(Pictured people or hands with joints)
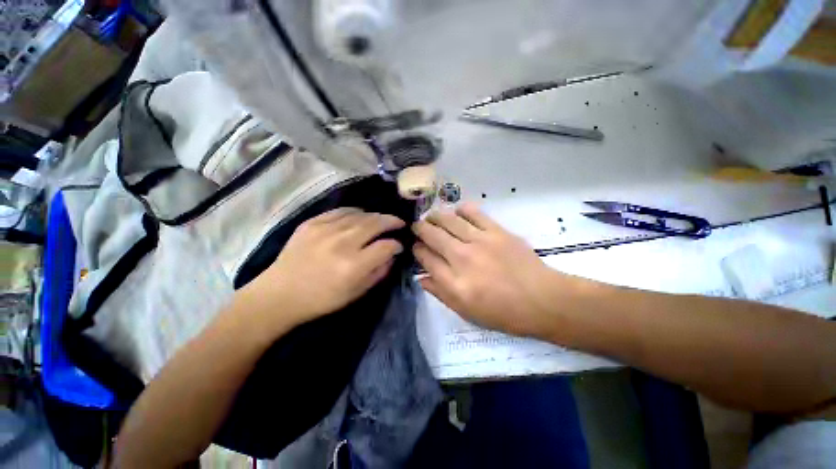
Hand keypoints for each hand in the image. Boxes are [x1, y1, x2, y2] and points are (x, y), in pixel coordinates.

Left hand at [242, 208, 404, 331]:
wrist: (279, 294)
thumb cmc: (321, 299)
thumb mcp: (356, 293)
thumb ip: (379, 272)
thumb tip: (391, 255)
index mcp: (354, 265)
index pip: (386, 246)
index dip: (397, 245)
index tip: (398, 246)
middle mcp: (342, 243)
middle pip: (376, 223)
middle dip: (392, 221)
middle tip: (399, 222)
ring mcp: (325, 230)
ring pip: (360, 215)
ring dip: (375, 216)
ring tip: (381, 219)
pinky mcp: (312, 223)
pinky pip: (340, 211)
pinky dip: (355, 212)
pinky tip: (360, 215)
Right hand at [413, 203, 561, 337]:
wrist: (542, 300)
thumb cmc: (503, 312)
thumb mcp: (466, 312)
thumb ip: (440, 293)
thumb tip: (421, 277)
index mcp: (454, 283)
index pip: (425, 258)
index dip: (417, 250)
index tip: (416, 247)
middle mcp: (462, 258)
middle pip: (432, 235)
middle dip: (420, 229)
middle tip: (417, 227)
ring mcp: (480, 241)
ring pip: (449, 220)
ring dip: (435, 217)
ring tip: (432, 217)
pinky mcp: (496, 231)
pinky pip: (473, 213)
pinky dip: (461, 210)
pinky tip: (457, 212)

* * *

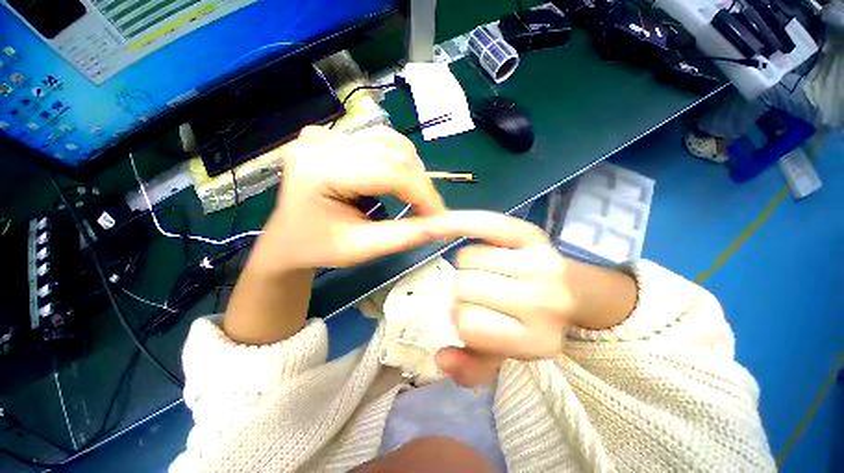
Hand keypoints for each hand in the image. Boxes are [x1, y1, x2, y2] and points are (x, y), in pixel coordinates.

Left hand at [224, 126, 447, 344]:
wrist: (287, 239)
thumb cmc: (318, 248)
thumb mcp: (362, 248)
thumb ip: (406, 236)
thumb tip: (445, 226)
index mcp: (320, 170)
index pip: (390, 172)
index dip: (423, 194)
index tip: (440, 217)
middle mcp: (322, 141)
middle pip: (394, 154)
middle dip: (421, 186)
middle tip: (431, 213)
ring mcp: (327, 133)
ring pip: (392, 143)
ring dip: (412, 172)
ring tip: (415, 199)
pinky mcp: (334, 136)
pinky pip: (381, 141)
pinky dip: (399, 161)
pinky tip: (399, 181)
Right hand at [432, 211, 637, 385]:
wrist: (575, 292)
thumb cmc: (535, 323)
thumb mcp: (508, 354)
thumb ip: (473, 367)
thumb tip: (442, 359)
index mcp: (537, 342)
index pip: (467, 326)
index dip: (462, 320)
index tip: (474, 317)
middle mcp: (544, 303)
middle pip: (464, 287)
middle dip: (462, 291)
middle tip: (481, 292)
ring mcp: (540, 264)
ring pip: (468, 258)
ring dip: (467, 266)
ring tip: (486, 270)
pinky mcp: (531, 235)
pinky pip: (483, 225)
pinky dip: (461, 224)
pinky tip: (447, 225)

Problem statement: Both end lines included, restate word for word the lines above from the line with "index pip: (425, 258)" to the line with "pinky tip: (457, 212)", and nothing else.

Response to this task:
index pip: (425, 258)
index dip: (417, 250)
index tip: (416, 247)
middle mcp: (462, 258)
middle pip: (432, 235)
middle dip: (420, 229)
middle tip: (417, 227)
ring mcp: (480, 241)
ring pip: (449, 220)
ring dip: (435, 217)
ring tip: (432, 217)
pinky mcp: (496, 231)
pinky pip: (473, 213)
pinky dip: (461, 210)
pinky tip: (457, 212)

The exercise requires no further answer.